O serralheiro Sebastião Kinda ainda está incrédulo em relação às medidas prometidas pelo novo Governo sobre o desenvolvimento da cidade de Luanda, mas espera ver para acreditar.

"Luanda enfrenta vários problemas. Espero que o novo governador da província faça algo para melhorar a vida dos cidadãos", desafiou.

Delinquência à solta na cidade

Com a crise económica, a delinquência na cidade fundada a 25 de Janeiro de 1576 pelo fidalgo e explorador português Paulo Dias tem alcançado proporções alarmantes.

Na opinião do sociólogo Pedro Mavango, a delinquência juvenil é mais frequente nos bairros periféricos, onde os jovens, constituídos em grupos de marginais, se dedicam a vários crimes.

"Por falta de emprego, a delinquência preocupa a sociedade. Espero que o Executivo encontre políticas para a criação de emprego", aconselhou, defendendo, por isso, a necessidade de uma conjugação de esforços para manter os jovens ocupados, bem como a integração dos mesmos em centros de formação profissional.

Os habitantes da capital apontam a falta de patrulhamento e espaços de diversão para a juventude como uma das principais causas do aumento da criminalidade.

"Os olhos estão virados para o novo Governo, não obstante ter já dito que haverá este ano concursos na Função Pública", explicou ao Novo Jornal Online o sindicalista Artur Semedo Neto.

O sindicalista está ainda preocupado com uma onda de assassinatos a que se assiste nos bairros, sem o devido esclarecimento da polícia.
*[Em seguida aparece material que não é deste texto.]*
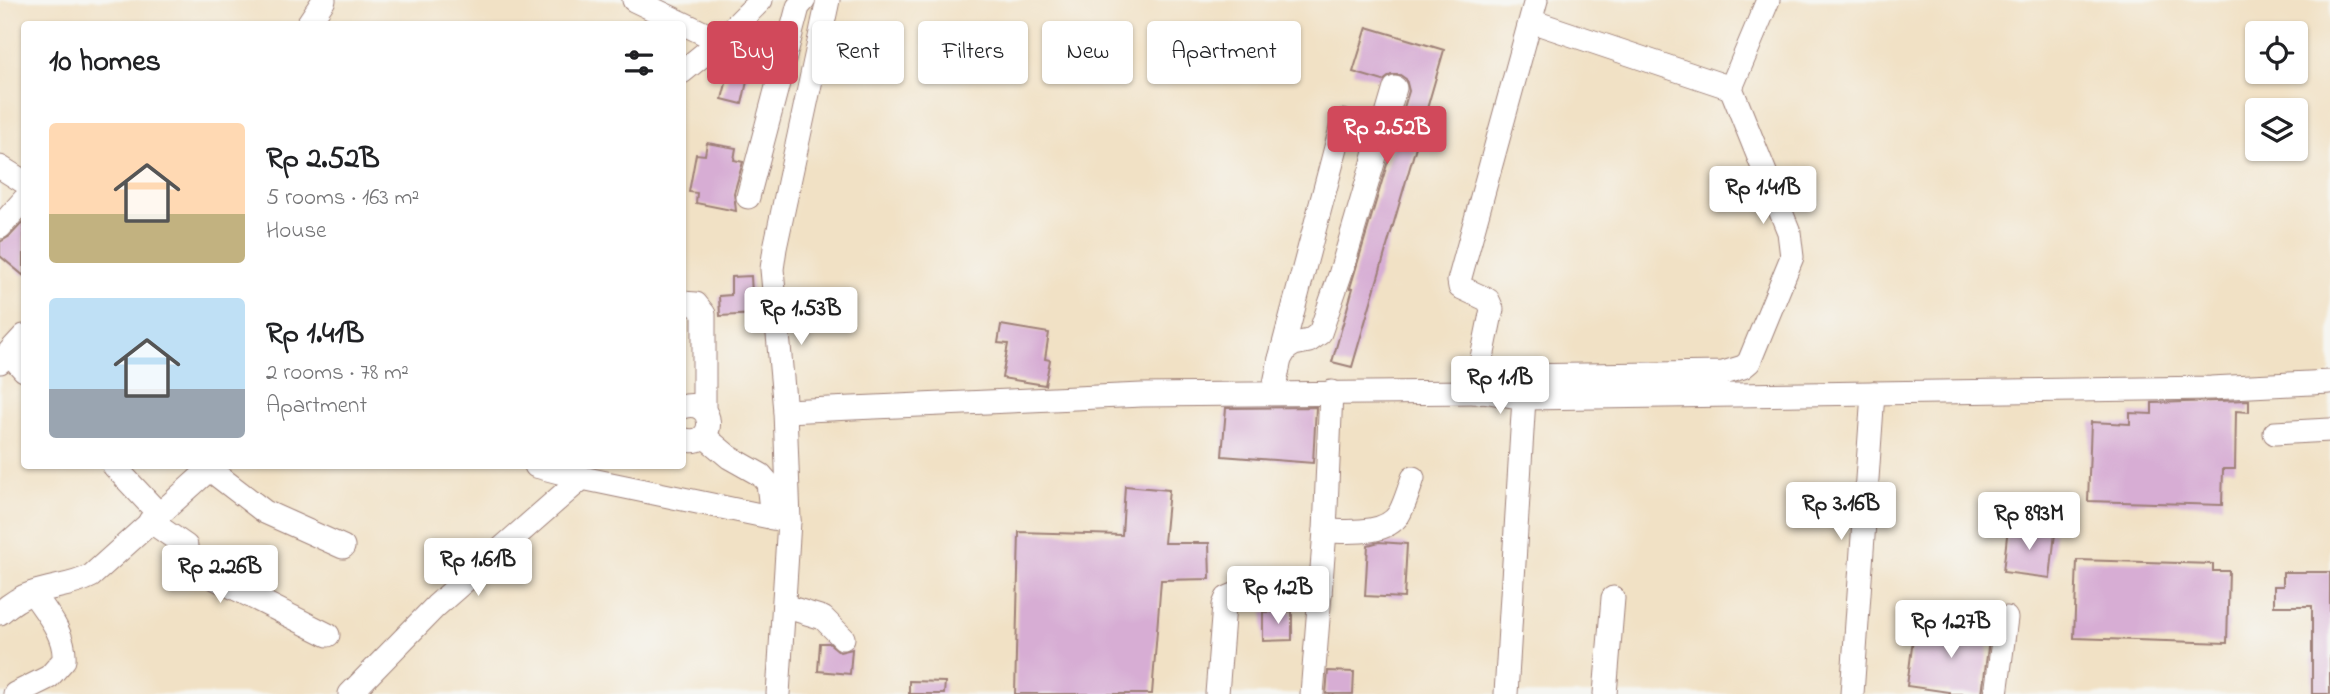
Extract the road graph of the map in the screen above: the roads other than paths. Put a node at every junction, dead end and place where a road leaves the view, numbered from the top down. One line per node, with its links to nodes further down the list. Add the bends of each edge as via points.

"Isso tem de acabar, porque, em plena paz, não é justo observarmos pessoas a morrer sem ninguém dar informações precisas", afirmou o sindicalista.

Fundação da cidade

Reza a história que, em 1575, o capitão português Paulo Dias de Novais, ao desembarcar na Ilha do Cabo, estabeleceu o primeiro núcleo de colonos portugueses: cerca de 700 pessoas, das quais 350 homens de armas, religiosos, mercadores e funcionários públicos.

Um ano depois (1576), reconhecendo não ser aquele lugar adequado, avançou para terra firme e fundou a vila de São Paulo da Assunção de Luanda e lançou a primeira pedra para a edificação da igreja dedicada a São Sebastião, onde se encontra hoje o Museu das Forças Armadas.

Trinta anos mais tarde, com o aumento da população europeia e do número de edificações, a vila de São Paulo da Assunção de Luanda tomou foros de cidade, estendendo-se de São Miguel ao largo fronteiriço ao antigo Hospital Maria Pia (actual Josina Machel).

No período da União Ibérica, em 1618, foi construída a Fortaleza de São Pedro da Barra. A cidade tornou-se no centro administrativo de Angola desde 1627.

Em 1634 foi construída a Fortaleza de São Miguel de Luanda. A cidade foi conquistada e esteve sob o domínio da Companhia Neerlandesa das Índias Ocidentais de 1641 a 1648, quando foi recuperada para a Coroa Portuguesa por uma expedição enviada da Capitania do Rio de Janeiro, no Brasil, por Salvador Correia de Sá e Benevides.

De 1550 a 1850, Luanda foi um importante centro do tráfico de escravos para o Brasil. A cidade limitava-se a funções militares, administrativas e de redistribuição e a indústria era praticamente inexistente e a instrução pública pouco evoluída.

Em 1847, incluindo os edifícios públicos, a cidade contava com 144 casas com primeiro andar, 275 casas térreas e 1058 cubatas (cabanas de indígenas).

Cidade de degredados, com cerca de cinco mil habitantes, possuía perto de cem tabernas, pelo que os viajantes a qualificavam como de moralidade duvidosa.

Em 1889, o governador Brito Capelo inaugurou um aqueduto que forneceu a cidade de água potável, anteriormente escassa, abrindo caminho para o grande crescimento de Luanda. Em 1872 Luanda recebeu o epíteto de "Paris de África".